(Stored data)

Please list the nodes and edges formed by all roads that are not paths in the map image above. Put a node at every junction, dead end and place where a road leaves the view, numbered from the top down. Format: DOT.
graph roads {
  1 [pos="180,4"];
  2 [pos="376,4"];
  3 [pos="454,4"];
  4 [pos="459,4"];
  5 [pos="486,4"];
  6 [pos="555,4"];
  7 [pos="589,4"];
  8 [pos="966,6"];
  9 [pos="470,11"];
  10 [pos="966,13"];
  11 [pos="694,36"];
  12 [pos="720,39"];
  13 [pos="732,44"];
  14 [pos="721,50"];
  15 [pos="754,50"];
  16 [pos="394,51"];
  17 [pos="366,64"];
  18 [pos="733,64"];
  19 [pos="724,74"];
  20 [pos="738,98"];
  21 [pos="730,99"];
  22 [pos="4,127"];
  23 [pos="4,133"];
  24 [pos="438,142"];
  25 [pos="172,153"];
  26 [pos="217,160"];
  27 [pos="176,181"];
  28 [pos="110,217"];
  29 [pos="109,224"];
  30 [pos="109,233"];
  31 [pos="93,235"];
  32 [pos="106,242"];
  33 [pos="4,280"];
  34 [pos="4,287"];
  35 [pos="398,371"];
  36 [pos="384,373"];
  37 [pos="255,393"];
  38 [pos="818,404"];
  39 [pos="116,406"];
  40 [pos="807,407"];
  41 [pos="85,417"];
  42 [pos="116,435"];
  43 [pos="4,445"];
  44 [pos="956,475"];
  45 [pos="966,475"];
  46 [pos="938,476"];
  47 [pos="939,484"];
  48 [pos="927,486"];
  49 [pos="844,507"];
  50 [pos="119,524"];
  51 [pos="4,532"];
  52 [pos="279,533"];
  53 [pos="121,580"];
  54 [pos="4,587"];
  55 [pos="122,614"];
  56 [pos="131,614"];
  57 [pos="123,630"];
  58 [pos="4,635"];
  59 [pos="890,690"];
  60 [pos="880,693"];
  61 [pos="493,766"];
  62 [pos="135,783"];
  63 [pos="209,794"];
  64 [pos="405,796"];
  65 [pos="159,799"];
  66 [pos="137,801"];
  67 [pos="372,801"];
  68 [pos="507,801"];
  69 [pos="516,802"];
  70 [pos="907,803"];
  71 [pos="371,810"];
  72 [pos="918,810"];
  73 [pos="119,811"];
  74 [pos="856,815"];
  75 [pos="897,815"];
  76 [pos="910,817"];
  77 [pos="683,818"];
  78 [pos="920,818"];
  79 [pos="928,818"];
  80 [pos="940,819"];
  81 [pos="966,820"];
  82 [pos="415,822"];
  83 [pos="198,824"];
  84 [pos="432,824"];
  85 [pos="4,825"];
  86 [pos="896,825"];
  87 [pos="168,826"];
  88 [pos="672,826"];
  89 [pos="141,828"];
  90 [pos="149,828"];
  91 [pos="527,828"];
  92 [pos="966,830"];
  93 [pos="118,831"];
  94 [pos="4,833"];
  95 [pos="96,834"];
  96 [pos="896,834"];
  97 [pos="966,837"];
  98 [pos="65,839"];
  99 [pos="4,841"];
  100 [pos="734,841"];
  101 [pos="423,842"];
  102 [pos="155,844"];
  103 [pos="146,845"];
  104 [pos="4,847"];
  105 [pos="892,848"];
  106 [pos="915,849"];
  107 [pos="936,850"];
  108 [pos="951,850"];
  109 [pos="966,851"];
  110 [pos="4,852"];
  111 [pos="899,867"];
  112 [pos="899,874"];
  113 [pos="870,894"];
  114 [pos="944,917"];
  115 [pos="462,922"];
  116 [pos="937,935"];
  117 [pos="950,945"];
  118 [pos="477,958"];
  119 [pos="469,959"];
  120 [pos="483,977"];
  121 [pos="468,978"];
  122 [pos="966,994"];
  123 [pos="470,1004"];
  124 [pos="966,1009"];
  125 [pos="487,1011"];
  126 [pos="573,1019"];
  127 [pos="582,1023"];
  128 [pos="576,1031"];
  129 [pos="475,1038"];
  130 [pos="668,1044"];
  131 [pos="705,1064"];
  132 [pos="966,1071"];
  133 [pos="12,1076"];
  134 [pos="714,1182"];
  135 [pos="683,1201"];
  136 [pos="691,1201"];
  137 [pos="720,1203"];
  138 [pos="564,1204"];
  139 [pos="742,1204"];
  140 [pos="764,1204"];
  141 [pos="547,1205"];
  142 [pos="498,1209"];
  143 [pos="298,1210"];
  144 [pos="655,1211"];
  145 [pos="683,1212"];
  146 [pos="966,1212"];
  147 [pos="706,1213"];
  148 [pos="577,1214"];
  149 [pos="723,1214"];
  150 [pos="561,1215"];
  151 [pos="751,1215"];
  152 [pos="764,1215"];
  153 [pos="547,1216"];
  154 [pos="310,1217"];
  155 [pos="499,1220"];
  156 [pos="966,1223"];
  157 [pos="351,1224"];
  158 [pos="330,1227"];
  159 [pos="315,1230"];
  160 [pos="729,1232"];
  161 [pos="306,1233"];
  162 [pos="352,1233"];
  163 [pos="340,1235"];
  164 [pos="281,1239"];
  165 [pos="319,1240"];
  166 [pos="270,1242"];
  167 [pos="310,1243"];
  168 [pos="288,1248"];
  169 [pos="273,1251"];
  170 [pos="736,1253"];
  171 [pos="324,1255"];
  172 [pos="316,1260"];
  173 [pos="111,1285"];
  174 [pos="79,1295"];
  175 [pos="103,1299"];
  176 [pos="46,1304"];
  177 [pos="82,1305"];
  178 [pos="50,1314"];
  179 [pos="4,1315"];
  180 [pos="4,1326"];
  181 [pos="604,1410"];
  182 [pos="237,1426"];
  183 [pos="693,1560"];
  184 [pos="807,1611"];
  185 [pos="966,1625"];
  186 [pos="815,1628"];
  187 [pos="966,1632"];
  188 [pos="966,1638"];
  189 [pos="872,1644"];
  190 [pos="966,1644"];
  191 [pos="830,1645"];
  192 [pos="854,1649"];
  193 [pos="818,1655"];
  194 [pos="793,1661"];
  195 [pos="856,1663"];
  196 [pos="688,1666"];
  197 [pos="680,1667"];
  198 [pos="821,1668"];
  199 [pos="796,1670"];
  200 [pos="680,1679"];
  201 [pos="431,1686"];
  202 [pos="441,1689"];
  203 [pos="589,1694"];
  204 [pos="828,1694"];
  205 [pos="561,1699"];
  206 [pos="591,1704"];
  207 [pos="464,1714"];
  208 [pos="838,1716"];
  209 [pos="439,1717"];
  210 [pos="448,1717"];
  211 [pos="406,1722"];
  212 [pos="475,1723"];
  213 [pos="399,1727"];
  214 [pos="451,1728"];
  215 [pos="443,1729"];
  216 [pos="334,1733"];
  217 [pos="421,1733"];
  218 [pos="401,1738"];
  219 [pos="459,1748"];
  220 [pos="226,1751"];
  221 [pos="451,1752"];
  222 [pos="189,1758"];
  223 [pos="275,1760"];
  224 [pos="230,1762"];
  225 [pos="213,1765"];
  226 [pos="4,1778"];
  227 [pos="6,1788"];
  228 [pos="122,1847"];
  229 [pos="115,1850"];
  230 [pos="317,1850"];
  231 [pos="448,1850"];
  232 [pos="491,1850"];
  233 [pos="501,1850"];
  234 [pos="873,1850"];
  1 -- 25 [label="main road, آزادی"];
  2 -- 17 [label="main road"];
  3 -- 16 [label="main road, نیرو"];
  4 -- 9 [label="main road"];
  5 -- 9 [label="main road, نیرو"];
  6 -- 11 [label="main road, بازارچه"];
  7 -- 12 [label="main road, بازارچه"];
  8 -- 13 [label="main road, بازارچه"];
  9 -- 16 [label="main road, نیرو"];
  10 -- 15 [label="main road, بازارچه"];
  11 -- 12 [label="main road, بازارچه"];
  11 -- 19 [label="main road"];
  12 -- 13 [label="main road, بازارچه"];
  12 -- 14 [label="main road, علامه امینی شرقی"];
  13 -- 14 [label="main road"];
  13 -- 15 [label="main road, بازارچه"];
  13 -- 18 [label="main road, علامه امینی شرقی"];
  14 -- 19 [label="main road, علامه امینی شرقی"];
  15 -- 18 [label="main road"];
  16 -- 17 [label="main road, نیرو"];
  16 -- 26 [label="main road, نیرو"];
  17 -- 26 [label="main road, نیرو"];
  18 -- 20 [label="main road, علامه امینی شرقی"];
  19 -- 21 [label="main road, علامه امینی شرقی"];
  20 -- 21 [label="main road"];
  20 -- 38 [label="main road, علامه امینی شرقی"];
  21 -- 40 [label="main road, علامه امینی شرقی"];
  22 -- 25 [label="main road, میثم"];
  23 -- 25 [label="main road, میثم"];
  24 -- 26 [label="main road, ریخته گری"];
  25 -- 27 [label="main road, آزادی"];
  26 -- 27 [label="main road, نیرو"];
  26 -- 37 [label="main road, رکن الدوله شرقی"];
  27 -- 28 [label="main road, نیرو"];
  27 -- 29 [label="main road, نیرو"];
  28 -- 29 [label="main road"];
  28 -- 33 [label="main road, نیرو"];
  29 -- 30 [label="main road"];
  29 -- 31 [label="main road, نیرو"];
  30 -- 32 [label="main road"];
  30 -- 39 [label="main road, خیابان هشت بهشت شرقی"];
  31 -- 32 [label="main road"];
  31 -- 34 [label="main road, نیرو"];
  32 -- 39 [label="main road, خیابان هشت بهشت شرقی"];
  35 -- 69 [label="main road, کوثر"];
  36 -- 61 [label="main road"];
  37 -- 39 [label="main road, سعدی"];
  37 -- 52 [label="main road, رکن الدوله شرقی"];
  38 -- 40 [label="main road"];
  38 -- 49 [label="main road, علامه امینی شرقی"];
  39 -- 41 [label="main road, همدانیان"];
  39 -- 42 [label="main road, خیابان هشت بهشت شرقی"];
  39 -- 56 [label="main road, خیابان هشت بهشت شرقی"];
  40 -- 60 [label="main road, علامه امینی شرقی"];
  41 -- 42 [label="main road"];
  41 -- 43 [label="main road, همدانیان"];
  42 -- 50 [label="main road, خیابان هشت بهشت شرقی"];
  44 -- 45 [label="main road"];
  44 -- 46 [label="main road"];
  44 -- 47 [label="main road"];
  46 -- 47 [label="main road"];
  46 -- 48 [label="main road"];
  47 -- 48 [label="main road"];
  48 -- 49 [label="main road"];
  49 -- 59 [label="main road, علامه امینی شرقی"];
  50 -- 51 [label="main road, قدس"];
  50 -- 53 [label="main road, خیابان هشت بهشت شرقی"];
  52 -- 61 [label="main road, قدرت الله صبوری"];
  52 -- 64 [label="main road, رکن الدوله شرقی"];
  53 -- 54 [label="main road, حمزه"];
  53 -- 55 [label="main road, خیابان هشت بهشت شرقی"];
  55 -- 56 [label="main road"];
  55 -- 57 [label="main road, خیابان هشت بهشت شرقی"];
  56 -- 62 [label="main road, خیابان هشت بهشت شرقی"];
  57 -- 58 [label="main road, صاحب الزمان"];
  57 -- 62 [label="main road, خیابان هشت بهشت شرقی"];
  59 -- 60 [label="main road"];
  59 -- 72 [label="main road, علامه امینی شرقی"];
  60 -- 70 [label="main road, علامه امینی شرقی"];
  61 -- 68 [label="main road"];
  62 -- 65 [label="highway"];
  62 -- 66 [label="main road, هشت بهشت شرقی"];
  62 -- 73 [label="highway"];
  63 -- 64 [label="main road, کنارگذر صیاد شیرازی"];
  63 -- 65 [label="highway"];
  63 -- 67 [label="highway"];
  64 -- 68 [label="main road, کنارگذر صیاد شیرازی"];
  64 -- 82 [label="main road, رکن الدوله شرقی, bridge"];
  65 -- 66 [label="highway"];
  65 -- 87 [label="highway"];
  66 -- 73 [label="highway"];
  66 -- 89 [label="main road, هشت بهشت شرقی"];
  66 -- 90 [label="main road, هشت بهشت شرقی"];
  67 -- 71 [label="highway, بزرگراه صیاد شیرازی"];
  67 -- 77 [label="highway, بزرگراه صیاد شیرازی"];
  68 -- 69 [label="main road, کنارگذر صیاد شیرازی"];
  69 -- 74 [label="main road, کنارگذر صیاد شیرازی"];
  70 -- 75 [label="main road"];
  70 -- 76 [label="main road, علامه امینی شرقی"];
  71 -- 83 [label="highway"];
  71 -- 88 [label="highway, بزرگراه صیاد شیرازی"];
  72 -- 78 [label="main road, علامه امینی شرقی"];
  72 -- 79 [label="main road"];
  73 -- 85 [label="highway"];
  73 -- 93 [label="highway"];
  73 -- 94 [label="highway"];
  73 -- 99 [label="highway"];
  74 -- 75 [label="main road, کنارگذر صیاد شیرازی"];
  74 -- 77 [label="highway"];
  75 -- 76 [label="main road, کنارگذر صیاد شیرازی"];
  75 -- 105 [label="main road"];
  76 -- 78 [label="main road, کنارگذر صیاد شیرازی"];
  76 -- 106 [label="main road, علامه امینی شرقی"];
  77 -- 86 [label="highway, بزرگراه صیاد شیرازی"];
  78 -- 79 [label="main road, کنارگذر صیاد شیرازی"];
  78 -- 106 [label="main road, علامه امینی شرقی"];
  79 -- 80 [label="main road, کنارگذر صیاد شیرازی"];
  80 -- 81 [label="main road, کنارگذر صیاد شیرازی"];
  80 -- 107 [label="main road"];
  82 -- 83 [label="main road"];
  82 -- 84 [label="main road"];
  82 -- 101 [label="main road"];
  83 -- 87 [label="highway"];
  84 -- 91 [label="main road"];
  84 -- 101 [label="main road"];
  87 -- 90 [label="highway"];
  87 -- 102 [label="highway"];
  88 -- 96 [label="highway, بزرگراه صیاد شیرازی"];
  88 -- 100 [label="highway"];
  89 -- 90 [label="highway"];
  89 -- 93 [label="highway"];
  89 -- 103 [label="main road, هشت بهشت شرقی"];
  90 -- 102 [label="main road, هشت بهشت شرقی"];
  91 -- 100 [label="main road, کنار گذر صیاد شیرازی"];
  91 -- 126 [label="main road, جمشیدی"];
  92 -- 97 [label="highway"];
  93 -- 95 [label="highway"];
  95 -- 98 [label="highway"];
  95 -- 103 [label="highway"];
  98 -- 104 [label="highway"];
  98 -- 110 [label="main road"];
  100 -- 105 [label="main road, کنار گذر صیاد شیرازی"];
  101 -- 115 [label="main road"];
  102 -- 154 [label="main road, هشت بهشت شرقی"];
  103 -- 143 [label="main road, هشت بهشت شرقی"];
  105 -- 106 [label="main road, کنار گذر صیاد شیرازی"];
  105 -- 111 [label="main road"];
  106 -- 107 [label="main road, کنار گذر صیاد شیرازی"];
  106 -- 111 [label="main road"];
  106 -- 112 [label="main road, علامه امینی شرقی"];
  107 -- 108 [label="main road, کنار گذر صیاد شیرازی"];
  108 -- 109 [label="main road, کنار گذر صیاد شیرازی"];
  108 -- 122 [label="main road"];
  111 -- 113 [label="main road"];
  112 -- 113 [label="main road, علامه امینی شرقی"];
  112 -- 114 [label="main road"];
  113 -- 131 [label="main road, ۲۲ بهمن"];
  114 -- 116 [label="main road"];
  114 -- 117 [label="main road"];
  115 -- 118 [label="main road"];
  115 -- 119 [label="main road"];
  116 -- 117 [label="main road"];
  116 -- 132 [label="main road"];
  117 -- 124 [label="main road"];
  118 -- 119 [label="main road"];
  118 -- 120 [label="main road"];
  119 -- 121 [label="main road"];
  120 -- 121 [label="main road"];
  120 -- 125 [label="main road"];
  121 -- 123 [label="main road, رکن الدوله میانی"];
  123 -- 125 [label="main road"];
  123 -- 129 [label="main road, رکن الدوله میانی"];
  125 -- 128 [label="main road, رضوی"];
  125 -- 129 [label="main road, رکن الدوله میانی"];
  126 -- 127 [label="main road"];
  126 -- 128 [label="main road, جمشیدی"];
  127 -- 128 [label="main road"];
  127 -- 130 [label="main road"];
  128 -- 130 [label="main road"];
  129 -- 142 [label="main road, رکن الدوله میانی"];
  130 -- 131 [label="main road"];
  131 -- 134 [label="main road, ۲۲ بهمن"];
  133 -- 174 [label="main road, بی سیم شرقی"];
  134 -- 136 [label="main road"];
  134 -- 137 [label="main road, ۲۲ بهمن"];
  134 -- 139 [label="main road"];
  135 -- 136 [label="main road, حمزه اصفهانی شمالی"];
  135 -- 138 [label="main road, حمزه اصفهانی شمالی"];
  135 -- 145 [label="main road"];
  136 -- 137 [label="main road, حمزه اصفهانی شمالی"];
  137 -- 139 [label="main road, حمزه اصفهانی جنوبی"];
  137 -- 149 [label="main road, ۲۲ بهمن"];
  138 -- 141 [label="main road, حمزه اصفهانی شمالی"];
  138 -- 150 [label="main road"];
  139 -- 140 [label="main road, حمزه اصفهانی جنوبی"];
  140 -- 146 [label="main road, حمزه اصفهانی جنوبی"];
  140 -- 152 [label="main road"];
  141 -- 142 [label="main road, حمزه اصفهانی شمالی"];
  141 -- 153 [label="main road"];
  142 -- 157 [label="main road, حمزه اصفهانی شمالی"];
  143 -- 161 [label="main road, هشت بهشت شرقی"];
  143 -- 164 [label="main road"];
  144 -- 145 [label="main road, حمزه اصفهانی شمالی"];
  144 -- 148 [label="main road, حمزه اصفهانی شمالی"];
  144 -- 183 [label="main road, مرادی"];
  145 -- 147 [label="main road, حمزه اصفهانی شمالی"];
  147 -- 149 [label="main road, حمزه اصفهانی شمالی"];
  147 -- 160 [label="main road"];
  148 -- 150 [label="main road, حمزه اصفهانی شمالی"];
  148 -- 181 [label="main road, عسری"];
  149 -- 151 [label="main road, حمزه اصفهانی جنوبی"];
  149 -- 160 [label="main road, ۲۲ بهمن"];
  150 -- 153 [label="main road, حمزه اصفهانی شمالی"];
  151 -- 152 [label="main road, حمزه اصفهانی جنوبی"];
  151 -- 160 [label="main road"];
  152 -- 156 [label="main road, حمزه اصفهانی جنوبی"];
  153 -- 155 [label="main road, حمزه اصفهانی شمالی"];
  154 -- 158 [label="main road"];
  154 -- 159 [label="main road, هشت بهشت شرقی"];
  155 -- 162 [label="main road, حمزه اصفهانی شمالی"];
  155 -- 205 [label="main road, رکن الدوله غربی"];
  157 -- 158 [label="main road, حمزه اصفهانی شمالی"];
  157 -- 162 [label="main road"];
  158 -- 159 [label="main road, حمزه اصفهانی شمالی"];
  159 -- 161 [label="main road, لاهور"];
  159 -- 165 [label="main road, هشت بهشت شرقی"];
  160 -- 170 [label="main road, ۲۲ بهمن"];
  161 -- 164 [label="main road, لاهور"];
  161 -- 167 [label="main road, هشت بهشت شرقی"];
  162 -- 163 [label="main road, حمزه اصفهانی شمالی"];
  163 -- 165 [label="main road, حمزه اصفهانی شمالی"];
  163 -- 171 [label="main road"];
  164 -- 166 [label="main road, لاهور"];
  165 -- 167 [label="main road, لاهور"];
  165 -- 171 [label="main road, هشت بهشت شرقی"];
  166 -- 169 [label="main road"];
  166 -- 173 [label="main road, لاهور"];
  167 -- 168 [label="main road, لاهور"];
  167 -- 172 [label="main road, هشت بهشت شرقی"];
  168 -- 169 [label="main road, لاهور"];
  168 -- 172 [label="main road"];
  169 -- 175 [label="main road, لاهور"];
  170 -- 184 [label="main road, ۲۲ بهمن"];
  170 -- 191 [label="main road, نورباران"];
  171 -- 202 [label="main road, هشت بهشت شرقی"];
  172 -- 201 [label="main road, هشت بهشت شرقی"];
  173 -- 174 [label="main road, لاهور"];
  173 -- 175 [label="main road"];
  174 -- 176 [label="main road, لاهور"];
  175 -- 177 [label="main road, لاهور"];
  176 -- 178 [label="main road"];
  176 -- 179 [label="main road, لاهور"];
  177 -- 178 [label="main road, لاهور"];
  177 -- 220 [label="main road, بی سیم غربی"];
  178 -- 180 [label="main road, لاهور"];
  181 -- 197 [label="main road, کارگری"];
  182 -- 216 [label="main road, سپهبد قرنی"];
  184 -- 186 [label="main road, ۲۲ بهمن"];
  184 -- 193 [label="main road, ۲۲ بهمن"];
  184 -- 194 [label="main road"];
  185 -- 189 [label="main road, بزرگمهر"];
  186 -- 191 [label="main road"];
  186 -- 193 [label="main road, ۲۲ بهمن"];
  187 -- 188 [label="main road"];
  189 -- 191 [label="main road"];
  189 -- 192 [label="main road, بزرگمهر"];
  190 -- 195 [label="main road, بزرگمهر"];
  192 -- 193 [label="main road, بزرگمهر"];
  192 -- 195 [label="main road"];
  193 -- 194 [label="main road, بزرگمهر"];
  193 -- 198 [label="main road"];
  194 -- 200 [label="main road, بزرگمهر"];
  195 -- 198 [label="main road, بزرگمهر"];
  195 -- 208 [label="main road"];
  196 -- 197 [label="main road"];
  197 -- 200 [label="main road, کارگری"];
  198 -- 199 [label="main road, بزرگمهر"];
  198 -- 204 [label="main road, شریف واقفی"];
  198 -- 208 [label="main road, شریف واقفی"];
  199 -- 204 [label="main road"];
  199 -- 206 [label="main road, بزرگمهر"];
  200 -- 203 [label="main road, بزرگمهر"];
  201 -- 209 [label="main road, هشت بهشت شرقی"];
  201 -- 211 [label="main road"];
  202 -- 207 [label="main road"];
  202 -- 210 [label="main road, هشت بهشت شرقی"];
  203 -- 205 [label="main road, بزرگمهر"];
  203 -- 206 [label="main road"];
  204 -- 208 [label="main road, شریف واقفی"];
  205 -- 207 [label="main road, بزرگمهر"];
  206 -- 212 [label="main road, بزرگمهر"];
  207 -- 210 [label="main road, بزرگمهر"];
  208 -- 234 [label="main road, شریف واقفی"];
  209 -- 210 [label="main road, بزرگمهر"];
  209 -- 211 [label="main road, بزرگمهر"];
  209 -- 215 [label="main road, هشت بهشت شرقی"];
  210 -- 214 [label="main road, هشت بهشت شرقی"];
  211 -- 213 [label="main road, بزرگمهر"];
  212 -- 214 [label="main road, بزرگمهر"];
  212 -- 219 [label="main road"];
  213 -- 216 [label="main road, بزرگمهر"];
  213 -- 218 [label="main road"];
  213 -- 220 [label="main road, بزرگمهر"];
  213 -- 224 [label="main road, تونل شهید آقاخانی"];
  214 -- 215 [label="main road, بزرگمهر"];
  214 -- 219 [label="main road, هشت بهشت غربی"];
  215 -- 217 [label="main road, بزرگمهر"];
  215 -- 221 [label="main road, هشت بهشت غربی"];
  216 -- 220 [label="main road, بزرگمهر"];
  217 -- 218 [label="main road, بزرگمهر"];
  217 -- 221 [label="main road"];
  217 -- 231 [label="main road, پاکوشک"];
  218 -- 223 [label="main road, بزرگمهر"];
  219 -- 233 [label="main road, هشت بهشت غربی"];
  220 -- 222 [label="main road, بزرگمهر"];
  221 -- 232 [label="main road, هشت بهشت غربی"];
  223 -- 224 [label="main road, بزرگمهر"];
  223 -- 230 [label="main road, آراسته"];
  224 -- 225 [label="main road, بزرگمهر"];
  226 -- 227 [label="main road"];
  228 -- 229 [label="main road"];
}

__WHAT IS EXPECTED__: When a line in the records holds the string "جنوبی", copy that line.

__TASK SOLUTION__:
  137 -- 139 [label="main road, حمزه اصفهانی جنوبی"];
  139 -- 140 [label="main road, حمزه اصفهانی جنوبی"];
  140 -- 146 [label="main road, حمزه اصفهانی جنوبی"];
  149 -- 151 [label="main road, حمزه اصفهانی جنوبی"];
  151 -- 152 [label="main road, حمزه اصفهانی جنوبی"];
  152 -- 156 [label="main road, حمزه اصفهانی جنوبی"];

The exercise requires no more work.